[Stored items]
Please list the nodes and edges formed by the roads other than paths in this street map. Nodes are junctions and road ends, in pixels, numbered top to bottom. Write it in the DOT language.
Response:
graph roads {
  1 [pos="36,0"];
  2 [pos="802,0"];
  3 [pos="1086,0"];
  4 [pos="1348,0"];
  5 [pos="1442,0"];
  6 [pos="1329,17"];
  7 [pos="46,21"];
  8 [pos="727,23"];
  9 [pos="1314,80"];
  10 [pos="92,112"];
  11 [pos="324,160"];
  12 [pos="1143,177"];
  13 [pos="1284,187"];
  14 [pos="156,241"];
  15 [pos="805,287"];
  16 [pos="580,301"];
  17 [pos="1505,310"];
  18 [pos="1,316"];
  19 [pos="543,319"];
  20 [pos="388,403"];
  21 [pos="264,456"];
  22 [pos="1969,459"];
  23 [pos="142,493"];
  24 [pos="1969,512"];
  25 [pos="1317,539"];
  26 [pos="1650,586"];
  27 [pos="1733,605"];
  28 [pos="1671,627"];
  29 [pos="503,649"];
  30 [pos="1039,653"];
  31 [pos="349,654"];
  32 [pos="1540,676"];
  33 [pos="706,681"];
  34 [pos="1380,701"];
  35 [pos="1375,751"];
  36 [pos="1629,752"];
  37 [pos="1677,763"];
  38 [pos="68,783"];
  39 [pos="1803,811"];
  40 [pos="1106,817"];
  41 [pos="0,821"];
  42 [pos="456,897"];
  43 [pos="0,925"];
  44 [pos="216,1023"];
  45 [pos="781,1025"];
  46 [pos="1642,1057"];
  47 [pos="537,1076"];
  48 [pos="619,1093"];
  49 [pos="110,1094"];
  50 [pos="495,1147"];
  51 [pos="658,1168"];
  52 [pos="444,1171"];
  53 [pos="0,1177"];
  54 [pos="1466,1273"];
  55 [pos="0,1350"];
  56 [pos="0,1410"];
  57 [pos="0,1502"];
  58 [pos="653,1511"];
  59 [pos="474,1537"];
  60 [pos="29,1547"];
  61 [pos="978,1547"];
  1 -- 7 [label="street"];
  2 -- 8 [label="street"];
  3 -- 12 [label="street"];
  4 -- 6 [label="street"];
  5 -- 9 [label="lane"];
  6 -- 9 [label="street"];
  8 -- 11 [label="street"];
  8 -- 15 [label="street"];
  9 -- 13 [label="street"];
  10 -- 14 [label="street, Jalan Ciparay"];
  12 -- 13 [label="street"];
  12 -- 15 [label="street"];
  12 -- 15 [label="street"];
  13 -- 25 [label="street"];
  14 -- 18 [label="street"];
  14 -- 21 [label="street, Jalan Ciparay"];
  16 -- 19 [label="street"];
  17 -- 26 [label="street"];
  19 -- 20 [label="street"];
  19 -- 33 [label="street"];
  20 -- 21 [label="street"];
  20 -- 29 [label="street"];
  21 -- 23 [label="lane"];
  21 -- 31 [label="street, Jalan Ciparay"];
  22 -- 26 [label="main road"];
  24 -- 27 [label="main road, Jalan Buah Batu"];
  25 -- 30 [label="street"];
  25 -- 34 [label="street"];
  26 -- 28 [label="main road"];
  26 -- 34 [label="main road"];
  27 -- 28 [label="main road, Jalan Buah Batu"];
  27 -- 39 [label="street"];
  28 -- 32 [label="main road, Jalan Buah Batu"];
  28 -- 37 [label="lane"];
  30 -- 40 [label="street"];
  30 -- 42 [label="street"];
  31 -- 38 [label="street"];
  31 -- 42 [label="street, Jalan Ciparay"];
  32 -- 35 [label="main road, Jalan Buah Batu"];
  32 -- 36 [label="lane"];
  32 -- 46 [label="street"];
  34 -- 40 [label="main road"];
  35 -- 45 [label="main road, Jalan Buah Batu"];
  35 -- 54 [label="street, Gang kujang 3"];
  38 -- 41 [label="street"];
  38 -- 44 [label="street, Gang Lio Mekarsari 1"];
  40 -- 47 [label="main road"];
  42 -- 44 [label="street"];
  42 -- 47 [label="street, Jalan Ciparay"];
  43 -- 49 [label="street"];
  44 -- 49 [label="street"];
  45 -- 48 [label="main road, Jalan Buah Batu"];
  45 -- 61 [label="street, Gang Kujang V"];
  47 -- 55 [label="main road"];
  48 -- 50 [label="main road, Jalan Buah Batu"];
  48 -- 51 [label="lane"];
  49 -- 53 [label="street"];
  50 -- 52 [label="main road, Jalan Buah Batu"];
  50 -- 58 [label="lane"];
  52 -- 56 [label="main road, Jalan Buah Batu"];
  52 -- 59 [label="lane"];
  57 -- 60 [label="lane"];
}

● Problem requirements:
Each line above that carries the string "Batu" has to be returned.

● Solution:
  24 -- 27 [label="main road, Jalan Buah Batu"];
  27 -- 28 [label="main road, Jalan Buah Batu"];
  28 -- 32 [label="main road, Jalan Buah Batu"];
  32 -- 35 [label="main road, Jalan Buah Batu"];
  35 -- 45 [label="main road, Jalan Buah Batu"];
  45 -- 48 [label="main road, Jalan Buah Batu"];
  48 -- 50 [label="main road, Jalan Buah Batu"];
  50 -- 52 [label="main road, Jalan Buah Batu"];
  52 -- 56 [label="main road, Jalan Buah Batu"];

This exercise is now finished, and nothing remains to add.